An introduction to computing spatial Randomness and autocorrelation in R with examples
Spatial randomness and spatial autocorrelation are two concepts related to the distribution of data in space. They describe different aspects of spatial data and have different implications for the analysis of spatial patterns.
Spatial randomness
: Spatial randomness refers to a situation where the location of events or features in space does not follow any discernible pattern. In other words, the events or features are randomly distributed across the study area, and their locations are not influenced by the locations of other events or features. Complete spatial randomness (CSR) is often used as a null hypothesis in spatial analyses, which assumes that the observed pattern is random and not influenced by any underlying spatial process.
Spatial autocorrelation
: Spatial autocorrelation refers to the correlation between a variable at one location and the same variable at neighboring locations. It measures the degree to which nearby locations exhibit similar (or dissimilar) values. Positive spatial autocorrelation means that similar values are clustered together, while negative spatial autocorrelation means that dissimilar values are closer together.
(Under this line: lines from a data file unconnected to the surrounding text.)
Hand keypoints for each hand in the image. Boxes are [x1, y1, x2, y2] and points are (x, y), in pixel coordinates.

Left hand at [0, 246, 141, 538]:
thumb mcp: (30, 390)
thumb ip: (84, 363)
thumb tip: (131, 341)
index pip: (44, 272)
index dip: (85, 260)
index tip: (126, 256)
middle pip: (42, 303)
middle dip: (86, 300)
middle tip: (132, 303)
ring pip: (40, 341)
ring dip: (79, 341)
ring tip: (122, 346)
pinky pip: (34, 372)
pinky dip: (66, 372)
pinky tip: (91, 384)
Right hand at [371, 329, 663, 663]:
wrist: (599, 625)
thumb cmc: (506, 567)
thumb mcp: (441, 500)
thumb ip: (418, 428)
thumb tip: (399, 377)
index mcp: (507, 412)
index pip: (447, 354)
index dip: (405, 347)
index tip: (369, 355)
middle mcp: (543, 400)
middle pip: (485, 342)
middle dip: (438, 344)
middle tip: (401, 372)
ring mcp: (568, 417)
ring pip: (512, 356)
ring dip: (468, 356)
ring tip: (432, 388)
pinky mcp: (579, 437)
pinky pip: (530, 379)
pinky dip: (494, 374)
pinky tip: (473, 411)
If there is no spatial autocorrelation, the values are randomly distributed across the study area.
Spatial randomness pertains to the absence of any discernible pattern in the distribution of events or features in space, while spatial autocorrelation measures the correlation between a variable at one location and the same variable at neighboring locations.
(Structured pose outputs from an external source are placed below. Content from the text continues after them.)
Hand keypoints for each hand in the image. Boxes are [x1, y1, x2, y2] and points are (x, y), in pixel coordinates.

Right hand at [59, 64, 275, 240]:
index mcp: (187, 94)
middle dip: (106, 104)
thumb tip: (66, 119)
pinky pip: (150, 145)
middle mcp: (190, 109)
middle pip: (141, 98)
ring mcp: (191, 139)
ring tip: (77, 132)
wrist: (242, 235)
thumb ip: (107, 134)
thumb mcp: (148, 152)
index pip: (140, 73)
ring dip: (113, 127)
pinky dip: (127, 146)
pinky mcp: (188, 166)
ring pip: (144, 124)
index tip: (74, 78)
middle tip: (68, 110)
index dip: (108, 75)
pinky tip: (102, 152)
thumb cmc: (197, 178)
Spatial randomness is often used as a null hypothesis in spatial analysis, while spatial autocorrelation is an inherent property of the data that can reveal underlying spatial processes or structures.
In summary, spatial randomness and spatial autocorrelation describe different aspects of spatial data. Spatial randomness relates to the distribution of events or features, while spatial autocorrelation quantifies the degree of similarity between values at nearby locations. These concepts are essential for understanding and analyzing spatial patterns in various types of spatial data.
Ripley's K function
: The K function is used to assess CSR in point patterns. It calculates the expected number of points within a given distance ‘r’ of an arbitrary point, divided by the overall point density. If the observed K function is close to the theoretical K function under CSR, the point pattern is consistent with spatial randomness.
L function
: The L function is a derived function from Ripley’s K function, which is used to assess Complete Spatial Randomness (CSR) in point pattern data. The L function is designed to provide a linearized visualization of the K function, making it easier to interpret the results.
Nearest Neighbor Distance Distribution function (G function)
: The G function is another measure used to assess CSR in point patterns. It estimates the cumulative distribution function of the nearest neighbor distances in a point pattern. If the observed G function is close to the theoretical G function under CSR, the point pattern is consistent with spatial randomness.
Moran's I
Moran’s I is a global measure of spatial autocorrelation for continuous or areal data. It measures the correlation between a variable at one location and the same variable at neighboring locations. Moran’s I values range from -1 (negative spatial autocorrelation) to 1 (positive spatial autocorrelation), with values close to 0 indicating no spatial autocorrelation.
Geary's C
: Geary’s C is another global measure of spatial autocorrelation for continuous or areal data. It is based on the difference between values at neighboring locations. Geary’s C values range from 0 (positive spatial autocorrelation) to 2 (negative spatial autocorrelation), with values close to 1 indicating no spatial autocorrelation.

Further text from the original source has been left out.